▶ [Data for the task]
* * *
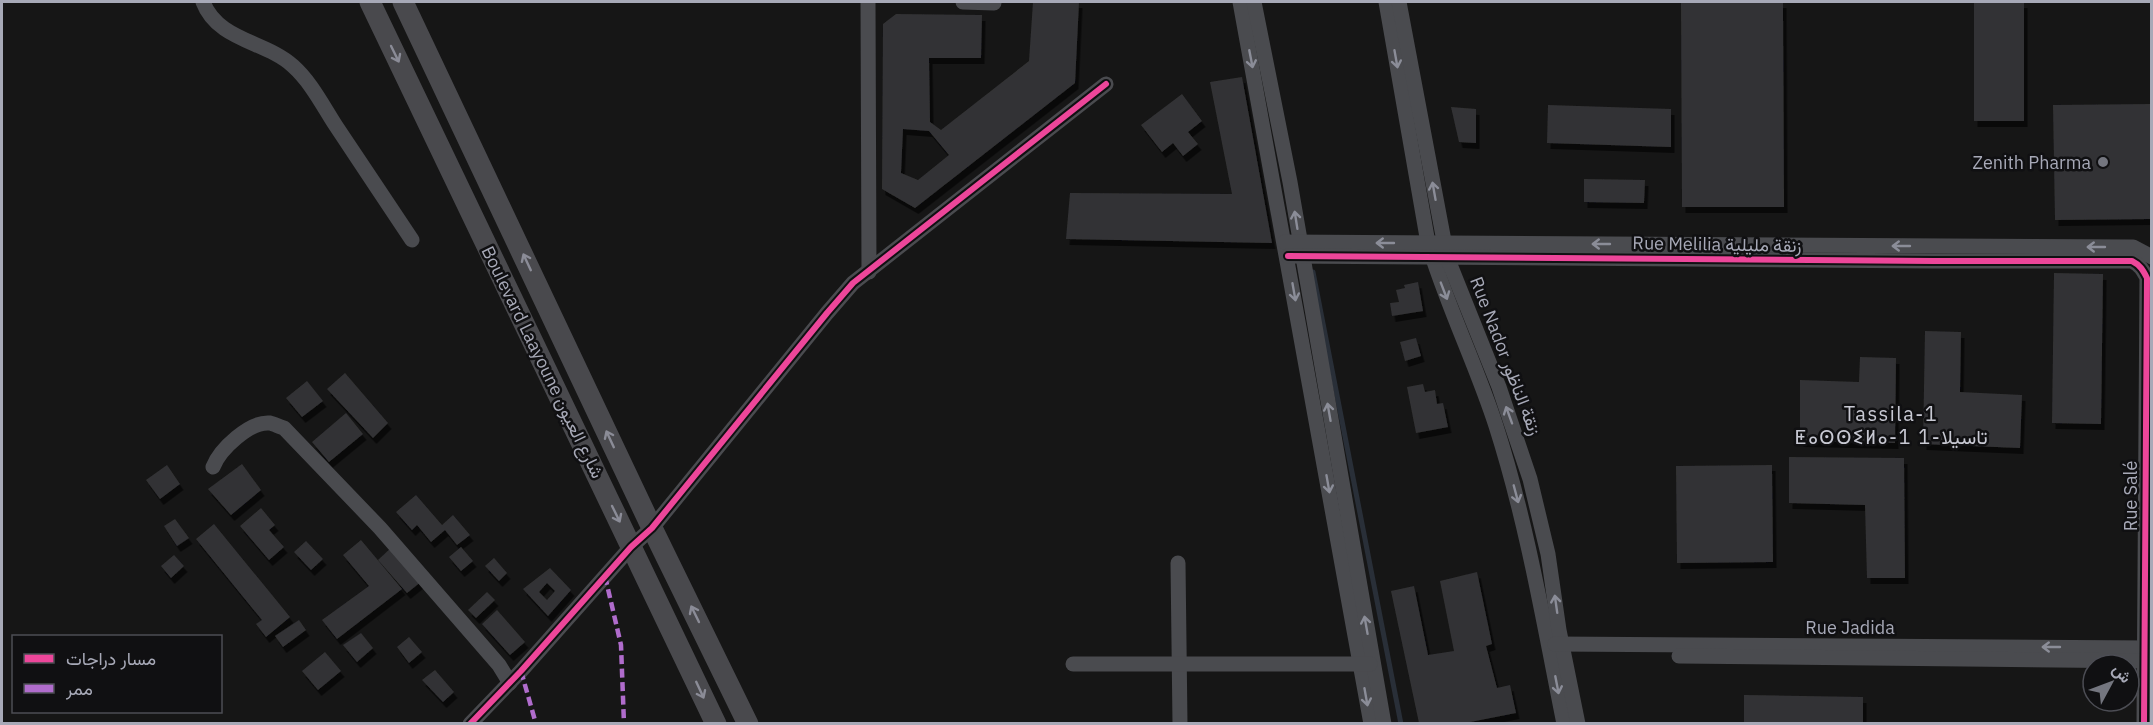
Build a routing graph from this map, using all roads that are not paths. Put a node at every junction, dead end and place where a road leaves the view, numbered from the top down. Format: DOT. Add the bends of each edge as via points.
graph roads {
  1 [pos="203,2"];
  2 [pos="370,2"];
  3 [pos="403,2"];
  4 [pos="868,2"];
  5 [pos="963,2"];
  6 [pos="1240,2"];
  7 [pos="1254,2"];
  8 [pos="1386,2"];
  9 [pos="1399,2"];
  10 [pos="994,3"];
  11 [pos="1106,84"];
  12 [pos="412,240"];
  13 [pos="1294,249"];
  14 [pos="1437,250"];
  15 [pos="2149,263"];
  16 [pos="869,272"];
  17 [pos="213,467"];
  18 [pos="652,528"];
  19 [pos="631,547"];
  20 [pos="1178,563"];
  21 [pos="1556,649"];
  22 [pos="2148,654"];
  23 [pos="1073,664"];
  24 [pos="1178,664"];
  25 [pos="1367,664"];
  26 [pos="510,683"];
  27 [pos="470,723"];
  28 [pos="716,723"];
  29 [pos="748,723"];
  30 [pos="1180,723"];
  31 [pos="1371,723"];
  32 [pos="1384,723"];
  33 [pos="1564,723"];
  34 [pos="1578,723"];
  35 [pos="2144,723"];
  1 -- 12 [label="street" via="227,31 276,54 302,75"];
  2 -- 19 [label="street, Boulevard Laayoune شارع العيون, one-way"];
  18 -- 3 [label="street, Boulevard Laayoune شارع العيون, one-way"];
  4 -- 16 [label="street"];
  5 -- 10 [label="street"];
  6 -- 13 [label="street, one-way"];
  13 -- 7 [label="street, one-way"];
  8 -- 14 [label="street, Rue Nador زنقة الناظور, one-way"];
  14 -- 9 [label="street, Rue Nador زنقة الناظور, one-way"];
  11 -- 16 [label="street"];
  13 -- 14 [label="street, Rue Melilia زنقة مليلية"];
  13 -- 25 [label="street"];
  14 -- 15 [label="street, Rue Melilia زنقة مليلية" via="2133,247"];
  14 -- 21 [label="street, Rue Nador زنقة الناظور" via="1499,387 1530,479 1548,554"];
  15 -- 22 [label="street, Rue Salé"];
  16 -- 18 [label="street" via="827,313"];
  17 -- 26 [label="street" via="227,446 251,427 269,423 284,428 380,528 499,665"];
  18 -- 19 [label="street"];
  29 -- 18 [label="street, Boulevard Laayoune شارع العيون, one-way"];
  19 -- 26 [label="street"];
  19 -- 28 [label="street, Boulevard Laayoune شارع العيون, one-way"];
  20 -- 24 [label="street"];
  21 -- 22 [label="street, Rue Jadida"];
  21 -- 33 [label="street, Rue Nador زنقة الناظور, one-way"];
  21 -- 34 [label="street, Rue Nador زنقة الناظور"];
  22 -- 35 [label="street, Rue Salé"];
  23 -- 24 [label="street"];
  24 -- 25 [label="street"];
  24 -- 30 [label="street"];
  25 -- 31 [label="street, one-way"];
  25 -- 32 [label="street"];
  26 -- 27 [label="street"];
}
* * *
▶ [Task instructions] What is needed is a single figure, the number of lines in the entries above that contain "Melilia".

▶ [Response for this exercise] 2